Wednesday, March 4, 2009

teaching

I've been here three weeks and one day, and I've taught roughly 28 classes so far. 10 classes a week, mostly back-to-back doubles, and I'm getting the hang of teaching once again. I've got a ways to go before I know the dialogue cold (which will be a first) and before I'm fully comfortable with timing, but it feels like things are coming together. Part of being comfortable with teaching (as with just about everything else) is accepting the inability to control everything. So many factors go into the fabric of a class, all we can do is teachers is guide the flow. We are vital to the class yet our role is nothing away from the students, the postures, the heat, the infinite multitude of air currents, car horns, even the puddles of sweat collecting on the floor.

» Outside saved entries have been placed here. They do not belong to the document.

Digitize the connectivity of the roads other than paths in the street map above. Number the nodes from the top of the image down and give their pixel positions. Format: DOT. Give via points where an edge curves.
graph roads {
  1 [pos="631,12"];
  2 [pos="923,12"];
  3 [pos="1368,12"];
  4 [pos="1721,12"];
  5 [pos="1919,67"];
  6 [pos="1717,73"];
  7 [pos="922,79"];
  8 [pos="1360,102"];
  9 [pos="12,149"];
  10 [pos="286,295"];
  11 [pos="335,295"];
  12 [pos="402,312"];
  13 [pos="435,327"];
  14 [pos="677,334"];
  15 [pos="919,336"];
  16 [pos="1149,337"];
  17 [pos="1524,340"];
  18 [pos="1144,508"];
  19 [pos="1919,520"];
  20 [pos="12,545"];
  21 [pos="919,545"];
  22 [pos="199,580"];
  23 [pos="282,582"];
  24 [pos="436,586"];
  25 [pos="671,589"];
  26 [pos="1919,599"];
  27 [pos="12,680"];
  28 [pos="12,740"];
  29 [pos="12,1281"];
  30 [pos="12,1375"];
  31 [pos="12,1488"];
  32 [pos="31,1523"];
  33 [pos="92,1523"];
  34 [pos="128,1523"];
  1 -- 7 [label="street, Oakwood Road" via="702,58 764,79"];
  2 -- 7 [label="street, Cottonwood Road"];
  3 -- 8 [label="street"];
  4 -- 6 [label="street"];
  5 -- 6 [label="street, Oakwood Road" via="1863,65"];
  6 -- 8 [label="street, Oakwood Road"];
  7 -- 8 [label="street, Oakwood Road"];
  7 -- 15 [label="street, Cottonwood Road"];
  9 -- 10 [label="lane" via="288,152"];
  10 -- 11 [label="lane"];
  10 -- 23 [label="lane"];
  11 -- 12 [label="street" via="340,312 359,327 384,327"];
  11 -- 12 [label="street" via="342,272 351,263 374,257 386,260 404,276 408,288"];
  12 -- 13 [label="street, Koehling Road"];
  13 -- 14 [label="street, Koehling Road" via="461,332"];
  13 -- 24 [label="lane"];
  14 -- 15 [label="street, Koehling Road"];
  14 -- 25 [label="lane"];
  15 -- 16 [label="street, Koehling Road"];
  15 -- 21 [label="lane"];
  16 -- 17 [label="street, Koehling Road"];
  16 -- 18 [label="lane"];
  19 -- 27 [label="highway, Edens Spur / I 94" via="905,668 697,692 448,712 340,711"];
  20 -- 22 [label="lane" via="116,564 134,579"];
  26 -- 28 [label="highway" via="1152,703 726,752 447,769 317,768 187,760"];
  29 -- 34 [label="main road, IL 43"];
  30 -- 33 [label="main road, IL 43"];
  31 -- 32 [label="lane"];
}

Something I keep learning again and again is the importance of letting go of a minute detail for the sake of the overall flow of the class - even though I am doing everything I can to help the students focus and understand as many details as possible. The relatively new student today who was sitting out of fixed firm pose in first set - the student didn't seem to know how to get into the posture without major prodding and special correction from me, but I hung on to the idea of making the corrections (without actually biting the bullet and making them) to my distraction from teaching the full posture to the rest of the class. When I realized what was happening I realized it was time to end the posture anyway. So I explained to the sitting-out student how to get into the setup during savasana between sets, and then was able to focus on teaching the posture with my full attention in the second set. In the next posture, half tortoise, when the same thing happened, I was able to let go of the student getting in at all in the first set, and teach both sets with my attention more broadly distributed among all the students. It can be satisfying as a teacher to have all the students doing every posture, moving together, flowing together, but to be attached to that ideal as a measure of our success is to deny the individuality of our students and the intensity of a yoga series that is designed to push students to edges where they come up against their limits - sometimes knocking their wind out or preventing them from riding the wave of the group's motion.

As for the dialogue, I keep rereading and rememorizing postures. Our students who are going to training in two months are an inspiration - the better dialogue I use, the more they will have the dialogue burned into their brains. So I am trying especially hard with the first few postures in the series so that they'll have as strong as possible a grip on those early postures. I find myself reading the dialogue like a series of prose poems. To really get it emblazoned in my mind, I have to do more than just understanding each posture's basic structure and trajectory, looking for the internal rhymes, finding the rhythm of the phrases. Sometimes the lines are obviously poetic and roll gracefully out of my brain, "nice and loose, comfortable, easy, flexible." The poetry is there throughout, however, and the more I can find it and understand how it applies to the posture, the more I will feel ownership of the dialogue.

OK, bedtime. Don't forget to drink lots of water!!